Вояж
За дверью кабинета творилось странное. Кощей в спортивном трико, выработанном, естественно, из лучшего индийского кашемира, сидел на гребном тренажёре, грёб (нужно ли упоминать, что споро и ладно) и пел во весь голос французскую песню «Вояж».
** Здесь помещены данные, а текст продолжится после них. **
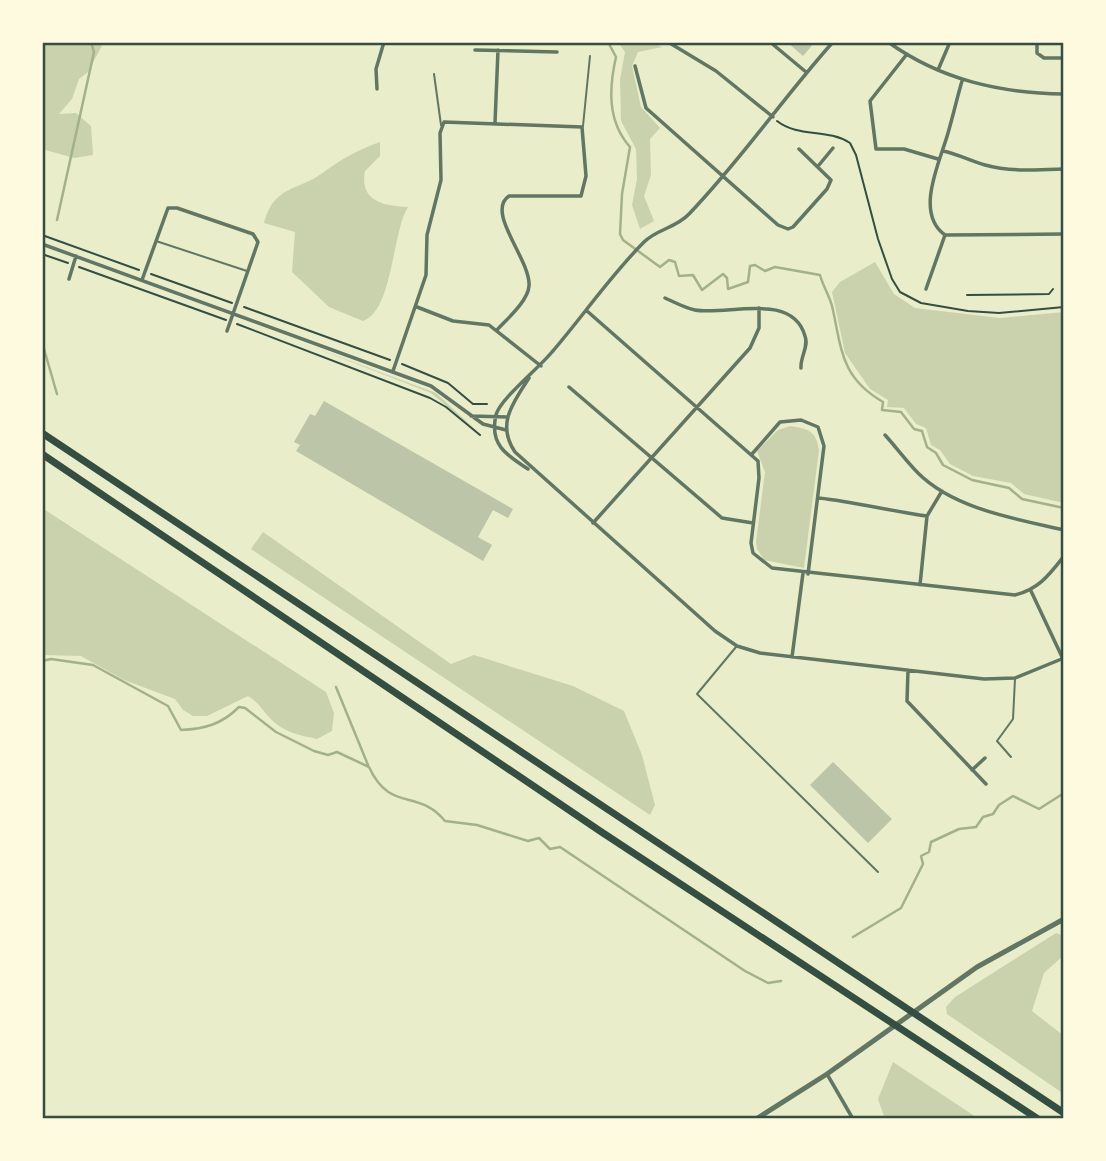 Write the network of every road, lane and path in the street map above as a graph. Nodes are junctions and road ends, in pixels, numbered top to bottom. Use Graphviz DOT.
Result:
graph roads {
  1 [pos="384,42"];
  2 [pos="668,42"];
  3 [pos="770,42"];
  4 [pos="833,42"];
  5 [pos="888,42"];
  6 [pos="950,42"];
  7 [pos="1037,42"];
  8 [pos="475,50"];
  9 [pos="498,50"];
  10 [pos="557,52"];
  11 [pos="907,54"];
  12 [pos="590,57"];
  13 [pos="1064,58"];
  14 [pos="635,66"];
  15 [pos="938,70"];
  16 [pos="806,72"];
  17 [pos="434,74"];
  18 [pos="962,80"];
  19 [pos="377,89"];
  20 [pos="1064,94"];
  21 [pos="773,117"];
  22 [pos="495,123"];
  23 [pos="441,126"];
  24 [pos="582,127"];
  25 [pos="833,148"];
  26 [pos="799,149"];
  27 [pos="943,151"];
  28 [pos="938,159"];
  29 [pos="818,166"];
  30 [pos="1064,169"];
  31 [pos="724,176"];
  32 [pos="1064,234"];
  33 [pos="42,235"];
  34 [pos="945,235"];
  35 [pos="155,240"];
  36 [pos="42,244"];
  37 [pos="42,254"];
  38 [pos="76,257"];
  39 [pos="73,265"];
  40 [pos="248,271"];
  41 [pos="145,272"];
  42 [pos="69,279"];
  43 [pos="142,280"];
  44 [pos="926,289"];
  45 [pos="1053,289"];
  46 [pos="968,295"];
  47 [pos="665,298"];
  48 [pos="236,304"];
  49 [pos="416,307"];
  50 [pos="1064,307"];
  51 [pos="759,309"];
  52 [pos="587,311"];
  53 [pos="233,313"];
  54 [pos="230,321"];
  55 [pos="497,330"];
  56 [pos="227,331"];
  57 [pos="396,362"];
  58 [pos="541,366"];
  59 [pos="801,368"];
  60 [pos="393,371"];
  61 [pos="529,379"];
  62 [pos="569,387"];
  63 [pos="487,404"];
  64 [pos="697,406"];
  65 [pos="469,416"];
  66 [pos="496,416"];
  67 [pos="507,417"];
  68 [pos="495,428"];
  69 [pos="506,430"];
  70 [pos="42,433"];
  71 [pos="480,435"];
  72 [pos="885,435"];
  73 [pos="42,454"];
  74 [pos="752,454"];
  75 [pos="650,457"];
  76 [pos="536,473"];
  77 [pos="942,491"];
  78 [pos="818,498"];
  79 [pos="927,516"];
  80 [pos="593,523"];
  81 [pos="753,523"];
  82 [pos="1064,530"];
  83 [pos="1064,556"];
  84 [pos="805,574"];
  85 [pos="920,585"];
  86 [pos="1031,591"];
  87 [pos="737,646"];
  88 [pos="792,657"];
  89 [pos="1063,658"];
  90 [pos="908,670"];
  91 [pos="1015,678"];
  92 [pos="1011,757"];
  93 [pos="985,758"];
  94 [pos="972,770"];
  95 [pos="986,784"];
  96 [pos="878,873"];
  97 [pos="1064,919"];
  98 [pos="827,1074"];
  99 [pos="1064,1113"];
  100 [pos="756,1119"];
  101 [pos="853,1119"];
  102 [pos="1038,1119"];
  1 -- 19 [label="street"];
  2 -- 21 [label="street"];
  3 -- 16 [label="street"];
  4 -- 16 [label="street"];
  5 -- 11 [label="street"];
  6 -- 15 [label="street"];
  7 -- 13 [label="street"];
  8 -- 9 [label="street"];
  9 -- 10 [label="street"];
  9 -- 22 [label="street"];
  11 -- 15 [label="street"];
  11 -- 28 [label="street"];
  12 -- 24 [label="lane"];
  14 -- 31 [label="street"];
  15 -- 18 [label="street"];
  16 -- 21 [label="street"];
  17 -- 23 [label="lane"];
  18 -- 20 [label="street"];
  18 -- 27 [label="street"];
  21 -- 31 [label="street"];
  21 -- 50 [label="path"];
  22 -- 23 [label="street"];
  22 -- 24 [label="street"];
  23 -- 49 [label="street"];
  24 -- 55 [label="street"];
  25 -- 29 [label="street"];
  26 -- 29 [label="street"];
  27 -- 28 [label="street"];
  27 -- 30 [label="street"];
  28 -- 34 [label="street"];
  29 -- 31 [label="street"];
  31 -- 52 [label="street"];
  32 -- 34 [label="street"];
  33 -- 41 [label="path"];
  34 -- 44 [label="street"];
  35 -- 40 [label="lane"];
  35 -- 40 [label="street"];
  35 -- 41 [label="street"];
  36 -- 38 [label="street"];
  37 -- 39 [label="path"];
  38 -- 39 [label="street"];
  38 -- 43 [label="street"];
  39 -- 42 [label="street"];
  39 -- 54 [label="path"];
  40 -- 48 [label="street"];
  41 -- 43 [label="street"];
  41 -- 48 [label="path"];
  43 -- 53 [label="street"];
  45 -- 46 [label="path"];
  47 -- 51 [label="street"];
  48 -- 53 [label="street"];
  48 -- 57 [label="path"];
  49 -- 55 [label="street"];
  49 -- 57 [label="street"];
  51 -- 59 [label="street"];
  51 -- 64 [label="street"];
  52 -- 58 [label="street"];
  52 -- 64 [label="street"];
  53 -- 54 [label="street"];
  53 -- 60 [label="street"];
  54 -- 56 [label="street"];
  54 -- 71 [label="path"];
  55 -- 58 [label="street"];
  57 -- 60 [label="street"];
  57 -- 63 [label="path"];
  58 -- 61 [label="street"];
  60 -- 65 [label="street"];
  61 -- 66 [label="street"];
  61 -- 67 [label="street"];
  62 -- 75 [label="street"];
  64 -- 74 [label="street"];
  64 -- 75 [label="street"];
  65 -- 66 [label="street"];
  65 -- 68 [label="street"];
  66 -- 67 [label="street"];
  66 -- 68 [label="street"];
  67 -- 69 [label="street"];
  68 -- 69 [label="street"];
  68 -- 76 [label="street"];
  69 -- 76 [label="street"];
  70 -- 99 [label="highway"];
  72 -- 77 [label="street"];
  73 -- 102 [label="highway"];
  74 -- 78 [label="street"];
  74 -- 81 [label="street"];
  75 -- 80 [label="street"];
  75 -- 81 [label="street"];
  76 -- 80 [label="street"];
  77 -- 79 [label="street"];
  77 -- 82 [label="street"];
  78 -- 79 [label="street"];
  78 -- 84 [label="street"];
  79 -- 85 [label="street"];
  80 -- 87 [label="street"];
  81 -- 84 [label="street"];
  83 -- 86 [label="street"];
  84 -- 85 [label="street"];
  84 -- 88 [label="street"];
  85 -- 86 [label="street"];
  86 -- 89 [label="street"];
  87 -- 88 [label="street"];
  87 -- 96 [label="lane"];
  88 -- 90 [label="street"];
  89 -- 91 [label="street"];
  90 -- 91 [label="street"];
  90 -- 94 [label="street"];
  91 -- 92 [label="lane"];
  93 -- 94 [label="street"];
  94 -- 95 [label="street"];
  97 -- 98 [label="street"];
  98 -- 100 [label="street"];
  98 -- 101 [label="street"];
} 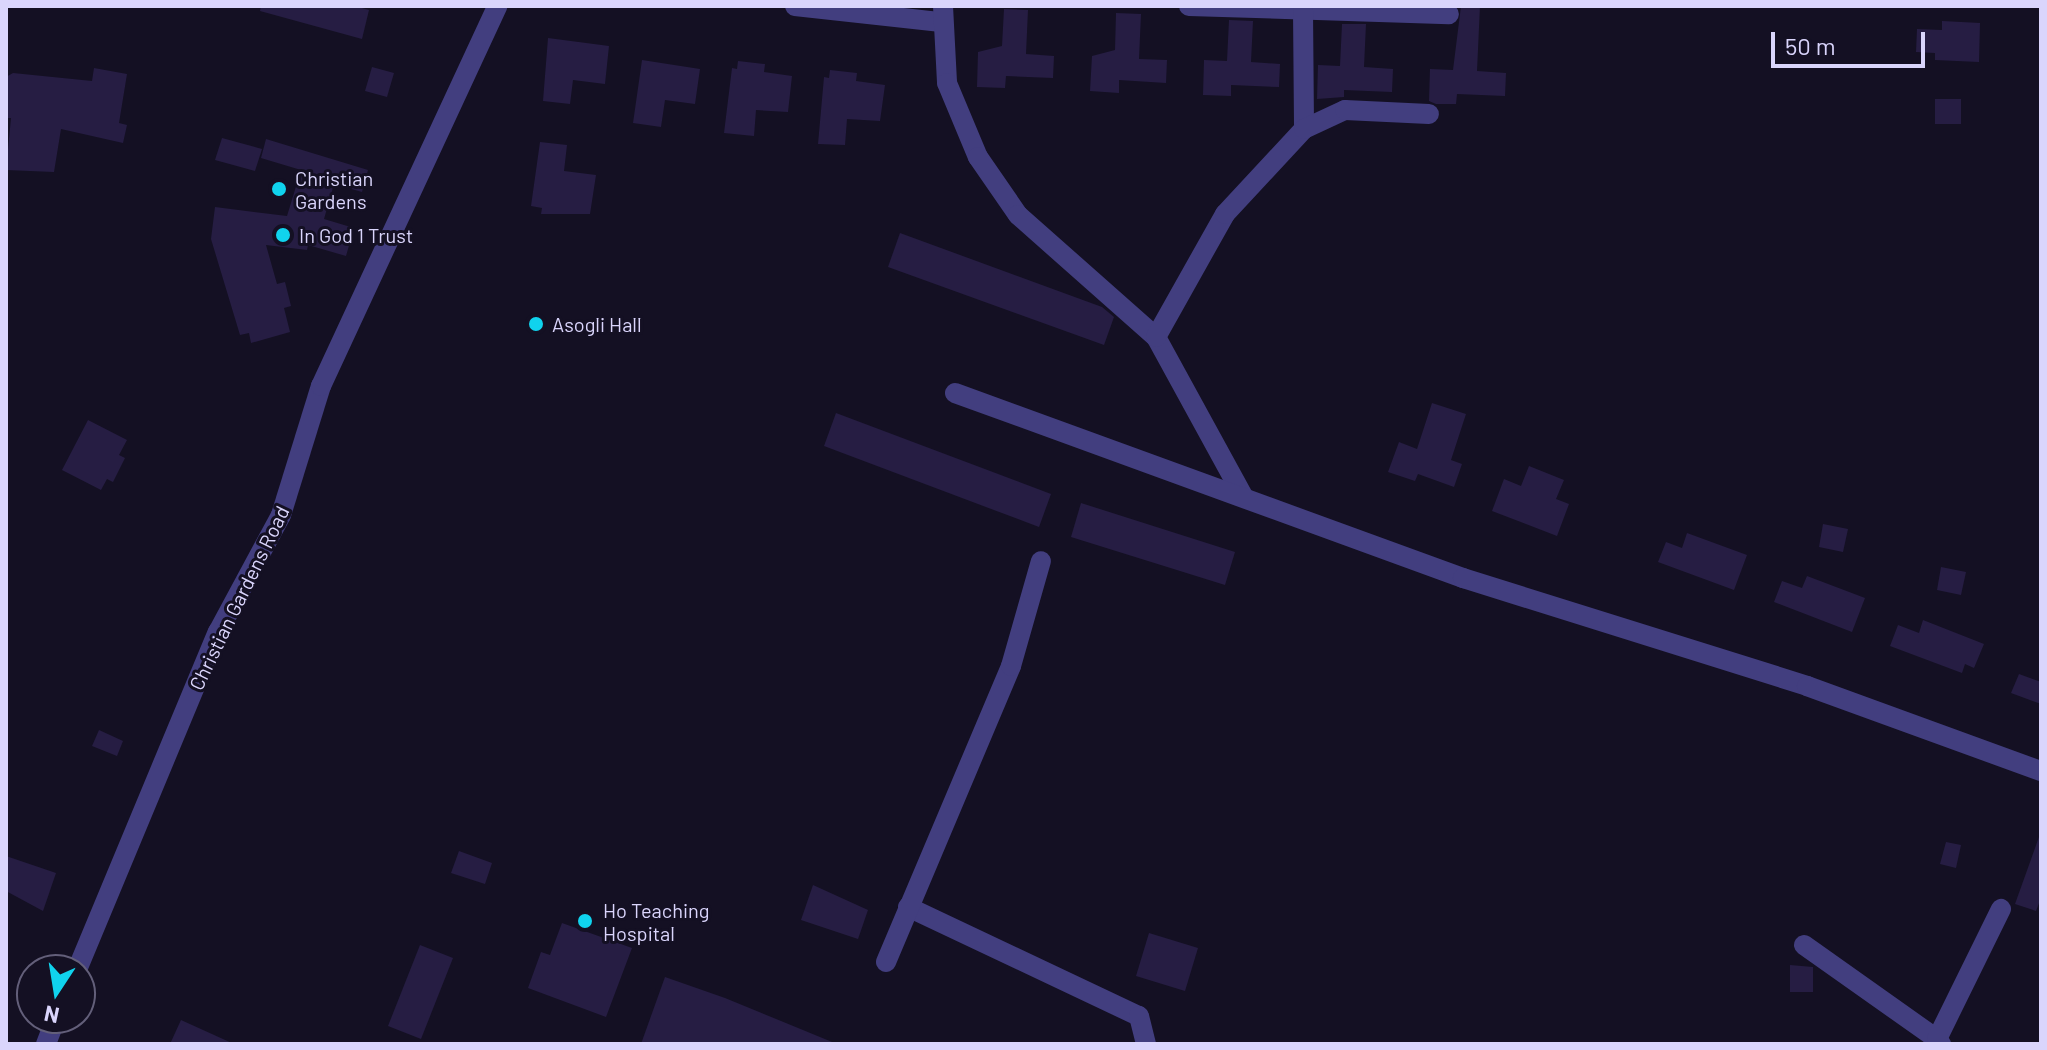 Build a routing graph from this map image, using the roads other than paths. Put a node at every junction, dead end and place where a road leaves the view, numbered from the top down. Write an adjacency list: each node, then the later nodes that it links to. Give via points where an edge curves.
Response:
1 (497, 6): 17 (street, Christian Gardens Road, via 321,386 281,515 218,632)
2 (795, 6): 5 (street)
3 (1189, 6): 4 (street)
4 (1303, 10): 6 (street); 8 (street)
5 (942, 14): 9 (street, via 947,83 978,157 1018,215)
6 (1449, 14)
7 (1429, 114): 8 (street, via 1345,110)
8 (1304, 129): 9 (street, via 1225,214)
9 (1156, 337): 11 (street)
10 (955, 393): 11 (street)
11 (1244, 498): 13 (street, via 1463,578 1822,691)
12 (1041, 561): 14 (street, via 1011,666)
13 (2041, 771)
14 (908, 907): 18 (street); 20 (street, via 1139,1016)
15 (2001, 909): 19 (street)
16 (1804, 945): 19 (street)
17 (84, 954)
18 (886, 962)
19 (1939, 1042)
20 (1146, 1044)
Рядом с ним, в виртуальных очках и перчатках, надетых на все четыре лапы, совершал диковинные прыжки и кульбиты взъерошенный, яростный кот Баюн. При этом он умудрялся подпевать властелину тридесятого, издавая совершенно непередаваемые мявы при каждом слове «Вояж». Очевидно, Баюн играл в какой-то симулятор охоты за птичкой или бабочкой (а, может быть, в квидич — кто их, волшебных котов, поймёт).
— Готовится батюшко? — Отрок подпрыгнул и обернулся. Сзади стояла дородная кухарка с подносом в руках.
— К чему готовится? — спросил любопытный юнец. Страх быть пойманным был велик, но еще больше был страх не знать чего-то, о чём уже судачили на дворцовой кухне.
— Дак ведь в немецкие земли собрался, отец родной. — В добром голосе бабы сквозило легкое неудовольствие. — Тут, вишь, его плохо поят-кормят. Решил иноземного гостеприимства попробовать.
— На октоуберфест? — восхитился отрок.
Кухарка кивнула и неожиданно прикрикнула.
— А ты что стоишь, рот раззявя, и выспрашиваешь? А ну открывай дверь!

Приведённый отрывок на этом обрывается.